PROBLEM TO WORK ON: Leaving out any pictures, print the entries that follow exactly as they stand.

INPUT DATA:
* * *
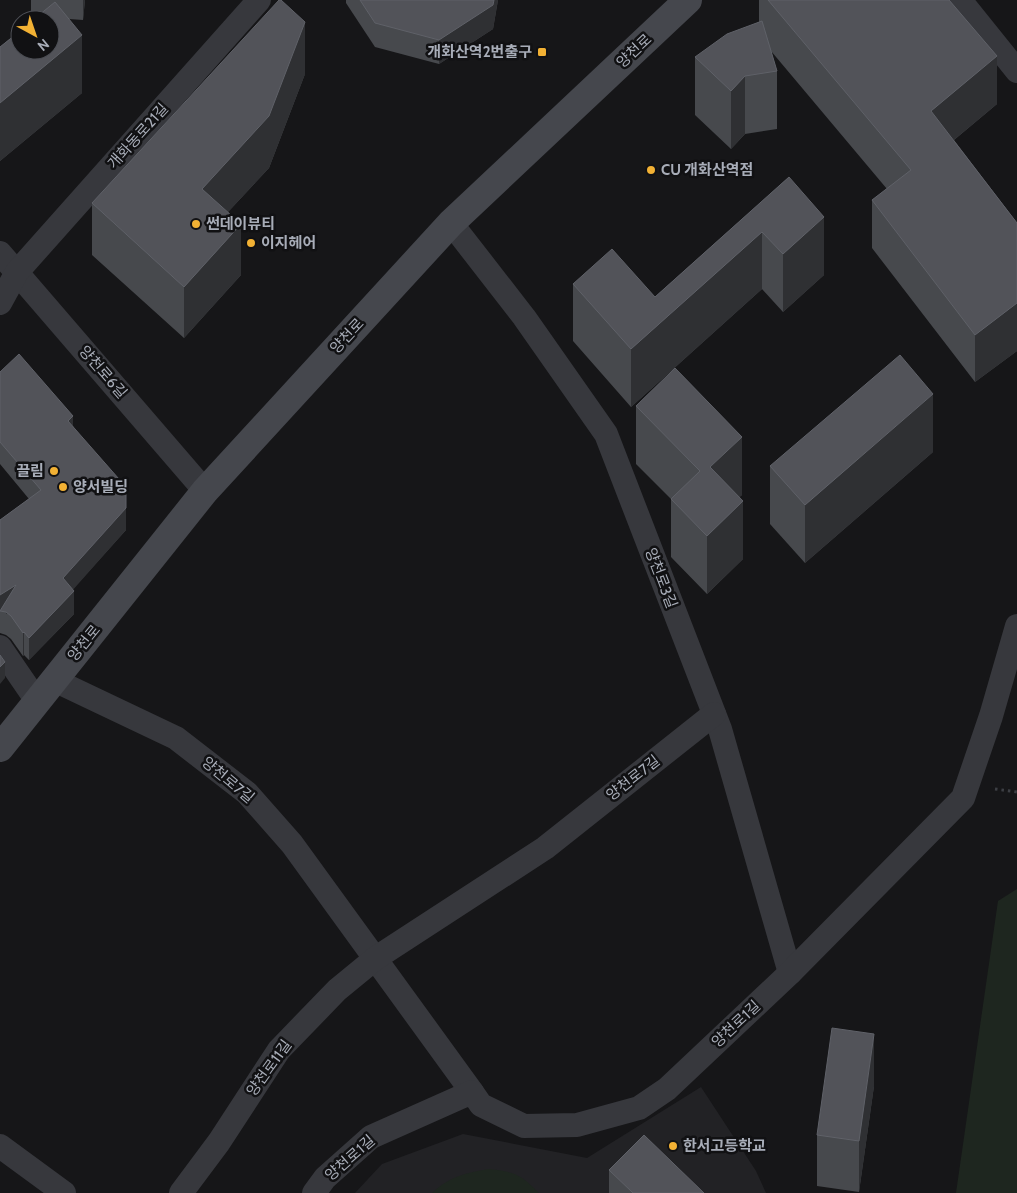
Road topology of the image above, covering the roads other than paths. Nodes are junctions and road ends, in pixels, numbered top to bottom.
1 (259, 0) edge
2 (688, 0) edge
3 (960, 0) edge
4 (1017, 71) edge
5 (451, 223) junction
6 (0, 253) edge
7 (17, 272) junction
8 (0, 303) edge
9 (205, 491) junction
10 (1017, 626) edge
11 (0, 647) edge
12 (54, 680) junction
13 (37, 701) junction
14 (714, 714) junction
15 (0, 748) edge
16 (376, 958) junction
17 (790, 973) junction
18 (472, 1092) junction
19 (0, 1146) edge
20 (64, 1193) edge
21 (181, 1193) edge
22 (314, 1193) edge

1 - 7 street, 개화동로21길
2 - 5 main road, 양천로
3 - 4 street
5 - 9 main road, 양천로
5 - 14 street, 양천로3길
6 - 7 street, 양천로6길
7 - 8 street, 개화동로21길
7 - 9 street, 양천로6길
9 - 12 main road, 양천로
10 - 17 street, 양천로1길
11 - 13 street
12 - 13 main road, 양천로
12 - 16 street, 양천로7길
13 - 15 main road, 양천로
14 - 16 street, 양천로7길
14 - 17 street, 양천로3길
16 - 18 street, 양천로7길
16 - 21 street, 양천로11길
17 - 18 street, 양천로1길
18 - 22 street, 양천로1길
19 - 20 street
* * *
RESPONSE AREA:
Road topology of the image above, covering the roads other than paths. Nodes are junctions and road ends, in pixels, numbered top to bottom.
1 (259, 0) edge
2 (688, 0) edge
3 (960, 0) edge
4 (1017, 71) edge
5 (451, 223) junction
6 (0, 253) edge
7 (17, 272) junction
8 (0, 303) edge
9 (205, 491) junction
10 (1017, 626) edge
11 (0, 647) edge
12 (54, 680) junction
13 (37, 701) junction
14 (714, 714) junction
15 (0, 748) edge
16 (376, 958) junction
17 (790, 973) junction
18 (472, 1092) junction
19 (0, 1146) edge
20 (64, 1193) edge
21 (181, 1193) edge
22 (314, 1193) edge

1 - 7 street, 개화동로21길
2 - 5 main road, 양천로
3 - 4 street
5 - 9 main road, 양천로
5 - 14 street, 양천로3길
6 - 7 street, 양천로6길
7 - 8 street, 개화동로21길
7 - 9 street, 양천로6길
9 - 12 main road, 양천로
10 - 17 street, 양천로1길
11 - 13 street
12 - 13 main road, 양천로
12 - 16 street, 양천로7길
13 - 15 main road, 양천로
14 - 16 street, 양천로7길
14 - 17 street, 양천로3길
16 - 18 street, 양천로7길
16 - 21 street, 양천로11길
17 - 18 street, 양천로1길
18 - 22 street, 양천로1길
19 - 20 street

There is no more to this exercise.